**DATASET RECORDS:**
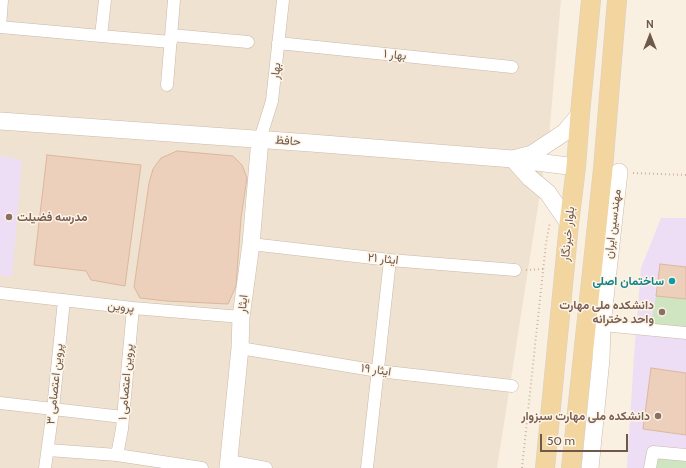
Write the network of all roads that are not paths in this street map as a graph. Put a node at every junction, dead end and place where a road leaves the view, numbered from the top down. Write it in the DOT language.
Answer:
graph roads {
  1 [pos="105,0"];
  2 [pos="174,0"];
  3 [pos="283,0"];
  4 [pos="591,0"];
  5 [pos="617,0"];
  6 [pos="1,5"];
  7 [pos="101,36"];
  8 [pos="171,38"];
  9 [pos="248,42"];
  10 [pos="278,43"];
  11 [pos="512,67"];
  12 [pos="167,85"];
  13 [pos="580,114"];
  14 [pos="0,121"];
  15 [pos="260,139"];
  16 [pos="513,159"];
  17 [pos="576,167"];
  18 [pos="611,170"];
  19 [pos="569,224"];
  20 [pos="251,244"];
  21 [pos="390,260"];
  22 [pos="515,270"];
  23 [pos="0,293"];
  24 [pos="64,300"];
  25 [pos="133,308"];
  26 [pos="242,317"];
  27 [pos="602,324"];
  28 [pos="686,333"];
  29 [pos="240,348"];
  30 [pos="378,371"];
  31 [pos="512,386"];
  32 [pos="0,403"];
  33 [pos="53,409"];
  34 [pos="123,417"];
  35 [pos="48,450"];
  36 [pos="117,454"];
  37 [pos="686,455"];
  38 [pos="228,464"];
  39 [pos="46,468"];
  40 [pos="202,468"];
  41 [pos="266,468"];
  42 [pos="366,468"];
  43 [pos="545,468"];
  44 [pos="571,468"];
  45 [pos="590,468"];
  46 [pos="650,468"];
  1 -- 7 [label="street"];
  2 -- 8 [label="street"];
  3 -- 10 [label="street, بهار"];
  4 -- 13 [label="main road, بلوار خبرنگار"];
  5 -- 18 [label="main road"];
  6 -- 7 [label="street"];
  7 -- 8 [label="street"];
  8 -- 9 [label="street"];
  8 -- 12 [label="street"];
  10 -- 11 [label="street, بهار ۱"];
  10 -- 15 [label="street, بهار"];
  13 -- 16 [label="main road"];
  13 -- 17 [label="main road, بلوار خبرنگار"];
  14 -- 15 [label="main road, حافظ"];
  15 -- 16 [label="main road, حافظ"];
  15 -- 20 [label="main road, ایثار"];
  16 -- 17 [label="main road, حافظ"];
  16 -- 19 [label="main road"];
  17 -- 18 [label="main road"];
  17 -- 19 [label="main road, بلوار خبرنگار"];
  18 -- 27 [label="main road, مهندسین ایران"];
  18 -- 44 [label="main road"];
  19 -- 43 [label="main road, بلوار خبرنگار"];
  20 -- 21 [label="street, ایثار ۲۱"];
  20 -- 26 [label="main road, ایثار"];
  21 -- 22 [label="street, ایثار ۲۱"];
  21 -- 30 [label="street"];
  23 -- 24 [label="street, پروین"];
  24 -- 25 [label="street, پروین"];
  24 -- 33 [label="street, پروین اعتصامی ۳"];
  25 -- 26 [label="street, پروین"];
  25 -- 34 [label="street, پروین اعتصامی ۱"];
  26 -- 29 [label="main road, ایثار"];
  27 -- 28 [label="street"];
  27 -- 45 [label="main road, مهندسین ایران"];
  29 -- 30 [label="street, ایثار ۱۹"];
  29 -- 38 [label="main road, ایثار"];
  30 -- 31 [label="street, ایثار ۱۹"];
  30 -- 42 [label="street"];
  32 -- 33 [label="street"];
  33 -- 34 [label="street"];
  33 -- 35 [label="street, پروین اعتصامی ۳"];
  34 -- 36 [label="street, پروین اعتصامی ۱"];
  35 -- 36 [label="street"];
  35 -- 39 [label="street, پروین اعتصامی ۳"];
  36 -- 40 [label="street"];
  37 -- 46 [label="street"];
  38 -- 41 [label="street"];
}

**EXERCISE DIRECTIONS:** Working from the material above, transcribe it exactly while omitting pictures.

**RESPONSE TO THIS EXERCISE:**
Write the network of all roads that are not paths in this street map as a graph. Put a node at every junction, dead end and place where a road leaves the view, numbered from the top down. Write it in the DOT language.
Answer:
graph roads {
  1 [pos="105,0"];
  2 [pos="174,0"];
  3 [pos="283,0"];
  4 [pos="591,0"];
  5 [pos="617,0"];
  6 [pos="1,5"];
  7 [pos="101,36"];
  8 [pos="171,38"];
  9 [pos="248,42"];
  10 [pos="278,43"];
  11 [pos="512,67"];
  12 [pos="167,85"];
  13 [pos="580,114"];
  14 [pos="0,121"];
  15 [pos="260,139"];
  16 [pos="513,159"];
  17 [pos="576,167"];
  18 [pos="611,170"];
  19 [pos="569,224"];
  20 [pos="251,244"];
  21 [pos="390,260"];
  22 [pos="515,270"];
  23 [pos="0,293"];
  24 [pos="64,300"];
  25 [pos="133,308"];
  26 [pos="242,317"];
  27 [pos="602,324"];
  28 [pos="686,333"];
  29 [pos="240,348"];
  30 [pos="378,371"];
  31 [pos="512,386"];
  32 [pos="0,403"];
  33 [pos="53,409"];
  34 [pos="123,417"];
  35 [pos="48,450"];
  36 [pos="117,454"];
  37 [pos="686,455"];
  38 [pos="228,464"];
  39 [pos="46,468"];
  40 [pos="202,468"];
  41 [pos="266,468"];
  42 [pos="366,468"];
  43 [pos="545,468"];
  44 [pos="571,468"];
  45 [pos="590,468"];
  46 [pos="650,468"];
  1 -- 7 [label="street"];
  2 -- 8 [label="street"];
  3 -- 10 [label="street, بهار"];
  4 -- 13 [label="main road, بلوار خبرنگار"];
  5 -- 18 [label="main road"];
  6 -- 7 [label="street"];
  7 -- 8 [label="street"];
  8 -- 9 [label="street"];
  8 -- 12 [label="street"];
  10 -- 11 [label="street, بهار ۱"];
  10 -- 15 [label="street, بهار"];
  13 -- 16 [label="main road"];
  13 -- 17 [label="main road, بلوار خبرنگار"];
  14 -- 15 [label="main road, حافظ"];
  15 -- 16 [label="main road, حافظ"];
  15 -- 20 [label="main road, ایثار"];
  16 -- 17 [label="main road, حافظ"];
  16 -- 19 [label="main road"];
  17 -- 18 [label="main road"];
  17 -- 19 [label="main road, بلوار خبرنگار"];
  18 -- 27 [label="main road, مهندسین ایران"];
  18 -- 44 [label="main road"];
  19 -- 43 [label="main road, بلوار خبرنگار"];
  20 -- 21 [label="street, ایثار ۲۱"];
  20 -- 26 [label="main road, ایثار"];
  21 -- 22 [label="street, ایثار ۲۱"];
  21 -- 30 [label="street"];
  23 -- 24 [label="street, پروین"];
  24 -- 25 [label="street, پروین"];
  24 -- 33 [label="street, پروین اعتصامی ۳"];
  25 -- 26 [label="street, پروین"];
  25 -- 34 [label="street, پروین اعتصامی ۱"];
  26 -- 29 [label="main road, ایثار"];
  27 -- 28 [label="street"];
  27 -- 45 [label="main road, مهندسین ایران"];
  29 -- 30 [label="street, ایثار ۱۹"];
  29 -- 38 [label="main road, ایثار"];
  30 -- 31 [label="street, ایثار ۱۹"];
  30 -- 42 [label="street"];
  32 -- 33 [label="street"];
  33 -- 34 [label="street"];
  33 -- 35 [label="street, پروین اعتصامی ۳"];
  34 -- 36 [label="street, پروین اعتصامی ۱"];
  35 -- 36 [label="street"];
  35 -- 39 [label="street, پروین اعتصامی ۳"];
  36 -- 40 [label="street"];
  37 -- 46 [label="street"];
  38 -- 41 [label="street"];
}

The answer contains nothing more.